There are probably going to be 10 billion digital workers working with us side by side. 100% of software engineers in the future, there are 30 million of them around the world, 100% of them are going to be AI-assisted. I'm certain of that. 100% of NVIDIA software engineers will be AI-assisted by the end of this year. And so AI agents will be everywhere. How they run, what enterprises run, and how we run it will be fundamentally different. And so we need a new line of computers. And this...

Speaker02:14:38 - 02:14:56

This is what a PC should look like. 20 petaflops. Unbelievable. 72 CPU cores, chip-to-chip interface, HBM memory, and just in case, some PCI Express slots for your GeForce.

Speaker02:14:59 - 02:15:19

So this is called DGX Station. DGX Spark and DGX Station are going to be available by all of the OEMs. HP, Dell, Lenovo, Asus. It's going to be manufactured for data scientists and researchers all over the world. This is the computer of the age of AI.

Speaker02:15:20 - 02:15:37

This is what computers should look like, and this is what computers will run in the future. And we have a whole lineup for enterprise now, from little tiny one to workstation ones, to server ones, to supercomputer ones, and these will be available by all of our partners. We will also,

Speaker02:15:38 - 02:16:01

This revolutionized the rest of the computing stack.
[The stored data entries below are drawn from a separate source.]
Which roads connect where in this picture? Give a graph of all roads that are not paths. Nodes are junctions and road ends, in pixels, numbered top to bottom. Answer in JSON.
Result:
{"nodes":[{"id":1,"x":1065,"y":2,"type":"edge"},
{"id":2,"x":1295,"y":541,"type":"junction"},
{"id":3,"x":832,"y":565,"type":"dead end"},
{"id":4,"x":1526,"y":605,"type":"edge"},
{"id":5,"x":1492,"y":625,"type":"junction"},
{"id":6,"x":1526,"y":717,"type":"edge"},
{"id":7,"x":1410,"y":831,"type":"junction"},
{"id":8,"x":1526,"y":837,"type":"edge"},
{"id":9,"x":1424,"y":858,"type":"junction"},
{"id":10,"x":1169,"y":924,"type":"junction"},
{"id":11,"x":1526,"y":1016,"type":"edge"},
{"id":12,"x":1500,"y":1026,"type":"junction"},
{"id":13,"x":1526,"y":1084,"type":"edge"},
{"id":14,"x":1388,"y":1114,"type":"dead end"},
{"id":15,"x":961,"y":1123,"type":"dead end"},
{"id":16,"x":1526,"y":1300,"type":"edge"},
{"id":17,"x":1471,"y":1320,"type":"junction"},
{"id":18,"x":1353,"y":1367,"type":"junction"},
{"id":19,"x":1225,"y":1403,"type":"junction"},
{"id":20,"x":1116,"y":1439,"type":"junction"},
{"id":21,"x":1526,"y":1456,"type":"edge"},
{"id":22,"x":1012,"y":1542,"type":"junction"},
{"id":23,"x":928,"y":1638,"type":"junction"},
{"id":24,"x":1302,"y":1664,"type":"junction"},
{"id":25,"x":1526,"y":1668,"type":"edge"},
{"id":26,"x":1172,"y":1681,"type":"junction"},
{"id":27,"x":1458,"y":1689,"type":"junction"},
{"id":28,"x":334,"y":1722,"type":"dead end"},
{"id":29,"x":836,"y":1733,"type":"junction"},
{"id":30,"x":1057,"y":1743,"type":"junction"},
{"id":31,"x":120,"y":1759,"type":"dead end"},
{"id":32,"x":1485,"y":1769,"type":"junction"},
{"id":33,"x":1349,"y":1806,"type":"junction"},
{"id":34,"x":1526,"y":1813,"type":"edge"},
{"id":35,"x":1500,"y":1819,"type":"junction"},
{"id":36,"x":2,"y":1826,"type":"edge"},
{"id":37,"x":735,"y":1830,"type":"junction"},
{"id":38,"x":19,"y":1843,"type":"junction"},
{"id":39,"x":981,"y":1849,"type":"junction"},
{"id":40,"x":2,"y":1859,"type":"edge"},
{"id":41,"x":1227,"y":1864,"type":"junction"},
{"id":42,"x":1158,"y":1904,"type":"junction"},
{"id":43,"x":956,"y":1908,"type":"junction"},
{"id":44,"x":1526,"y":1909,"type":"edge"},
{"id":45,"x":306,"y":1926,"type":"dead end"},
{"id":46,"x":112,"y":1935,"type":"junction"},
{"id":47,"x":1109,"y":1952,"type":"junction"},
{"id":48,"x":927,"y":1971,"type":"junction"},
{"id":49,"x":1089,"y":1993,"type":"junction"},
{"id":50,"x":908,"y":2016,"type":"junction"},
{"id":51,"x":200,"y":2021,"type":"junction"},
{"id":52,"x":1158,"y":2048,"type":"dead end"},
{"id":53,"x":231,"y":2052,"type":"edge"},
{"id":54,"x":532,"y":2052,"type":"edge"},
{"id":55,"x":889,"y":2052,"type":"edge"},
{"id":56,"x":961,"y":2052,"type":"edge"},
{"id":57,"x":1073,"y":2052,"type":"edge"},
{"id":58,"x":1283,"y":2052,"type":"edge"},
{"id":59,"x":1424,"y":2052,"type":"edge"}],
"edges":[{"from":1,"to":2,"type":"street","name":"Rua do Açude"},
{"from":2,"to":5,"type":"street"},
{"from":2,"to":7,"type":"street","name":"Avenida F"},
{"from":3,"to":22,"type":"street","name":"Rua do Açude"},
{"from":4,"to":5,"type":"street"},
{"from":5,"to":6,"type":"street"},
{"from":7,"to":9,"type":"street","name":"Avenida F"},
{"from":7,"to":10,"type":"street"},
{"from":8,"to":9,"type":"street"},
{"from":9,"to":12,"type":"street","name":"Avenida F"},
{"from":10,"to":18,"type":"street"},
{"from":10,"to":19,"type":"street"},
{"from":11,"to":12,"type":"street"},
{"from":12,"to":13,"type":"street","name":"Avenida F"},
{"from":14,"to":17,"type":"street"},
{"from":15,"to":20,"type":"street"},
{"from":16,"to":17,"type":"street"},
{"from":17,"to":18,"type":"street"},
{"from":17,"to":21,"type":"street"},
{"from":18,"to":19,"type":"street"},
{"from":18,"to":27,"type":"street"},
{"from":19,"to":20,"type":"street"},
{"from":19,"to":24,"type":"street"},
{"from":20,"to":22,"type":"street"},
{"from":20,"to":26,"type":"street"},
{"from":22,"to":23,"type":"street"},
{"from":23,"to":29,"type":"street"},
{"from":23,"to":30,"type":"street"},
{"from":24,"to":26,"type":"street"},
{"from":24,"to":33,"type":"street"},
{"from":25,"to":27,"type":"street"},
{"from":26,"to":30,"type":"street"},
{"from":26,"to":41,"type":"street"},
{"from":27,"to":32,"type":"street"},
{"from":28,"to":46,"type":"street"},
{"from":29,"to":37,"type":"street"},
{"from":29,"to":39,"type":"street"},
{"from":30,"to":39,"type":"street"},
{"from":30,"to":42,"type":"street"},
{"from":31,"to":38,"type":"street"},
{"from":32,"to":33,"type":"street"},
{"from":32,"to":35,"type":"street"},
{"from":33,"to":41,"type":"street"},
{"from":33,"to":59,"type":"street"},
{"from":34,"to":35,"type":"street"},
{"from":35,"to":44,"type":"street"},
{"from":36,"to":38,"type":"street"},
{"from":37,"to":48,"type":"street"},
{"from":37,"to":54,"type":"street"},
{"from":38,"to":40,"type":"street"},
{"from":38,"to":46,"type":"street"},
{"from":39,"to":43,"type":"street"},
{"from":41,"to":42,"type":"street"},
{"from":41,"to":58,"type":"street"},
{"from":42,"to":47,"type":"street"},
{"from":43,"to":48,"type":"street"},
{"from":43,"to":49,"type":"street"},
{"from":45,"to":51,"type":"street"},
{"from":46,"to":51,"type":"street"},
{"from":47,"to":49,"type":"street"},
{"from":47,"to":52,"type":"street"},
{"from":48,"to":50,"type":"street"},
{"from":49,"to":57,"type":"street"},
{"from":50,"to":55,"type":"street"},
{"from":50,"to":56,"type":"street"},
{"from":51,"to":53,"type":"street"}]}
Remember, computing has three pillars. There's computing, you're looking at it. There's networking, as I mentioned earlier, Spectrum X going to the world's enterprise, an AI network. And the third is storage. Storage has to be completely reinvented. Rather than a retrieval-based

Speaker02:16:02 - 02:16:15

Storage system is going to be a semantics-based retrieval system, a semantics-based storage system. And so the storage system has to be continuously embedding information in the background, taking raw data,

Speaker02:16:16 - 02:16:39

Embedding it into knowledge. And then later when you access it, you don't retrieve it, you just talk to it. You ask it questions. You give it problems. And one of the examples, I wish we had a video of it, but Aaron at Box even put one up in the cloud, worked with us to put it up in the cloud. And it's basically, you know, a super smart storage system.

Speaker02:16:40 - 02:17:09

And in the future, you're going to have something like that in every single enterprise. That is the enterprise storage of the future. And we're working with the entire storage industry, really fantastic partners, DDN and Dell and HP Enterprise and Hitachi and IBM and NetApp and Nutanix and Pure Storage and Vast and Weka. Basically, the entire world storage industry will be offering this stack. For the very first time, your storage system will be GPU accelerated.

Speaker02:17:17 - 02:17:44

Somebody thought I didn't have enough slides. Michael thought I didn't have enough slides. He said, Jensen, just in case you don't have enough slides, can I just put this in there? This is Michael's slides. He sent this to me. He goes, just in case you don't have any slides. I got too many slides. This is such a great slide. Let me tell you why. In one single slide, he's explaining that Dell is going to be offering a whole line of NVIDIA products

Speaker02:17:45 - 02:18:13

Enterprise IT AI infrastructure systems and all the software that runs on top of it. So you can see that we're in the process of revolutionizing the world's enterprise. We're also announcing today this incredible model that everybody can run. And so I showed you earlier R1, a reasoning model. I showed you versus LAMA3, a non-reasoning model. And obviously R1 is much smarter.

Speaker02:18:13 - 02:18:34

But we can do it even better than that. And we can make it possible to be enterprise ready for any company. And it's now completely open source. It's part of our system we call NIMS. And you can download it. You can run it anywhere. You can run it on DGX Spark. You can run it on DGX Station. You can run it on any of the servers that the OEMs make.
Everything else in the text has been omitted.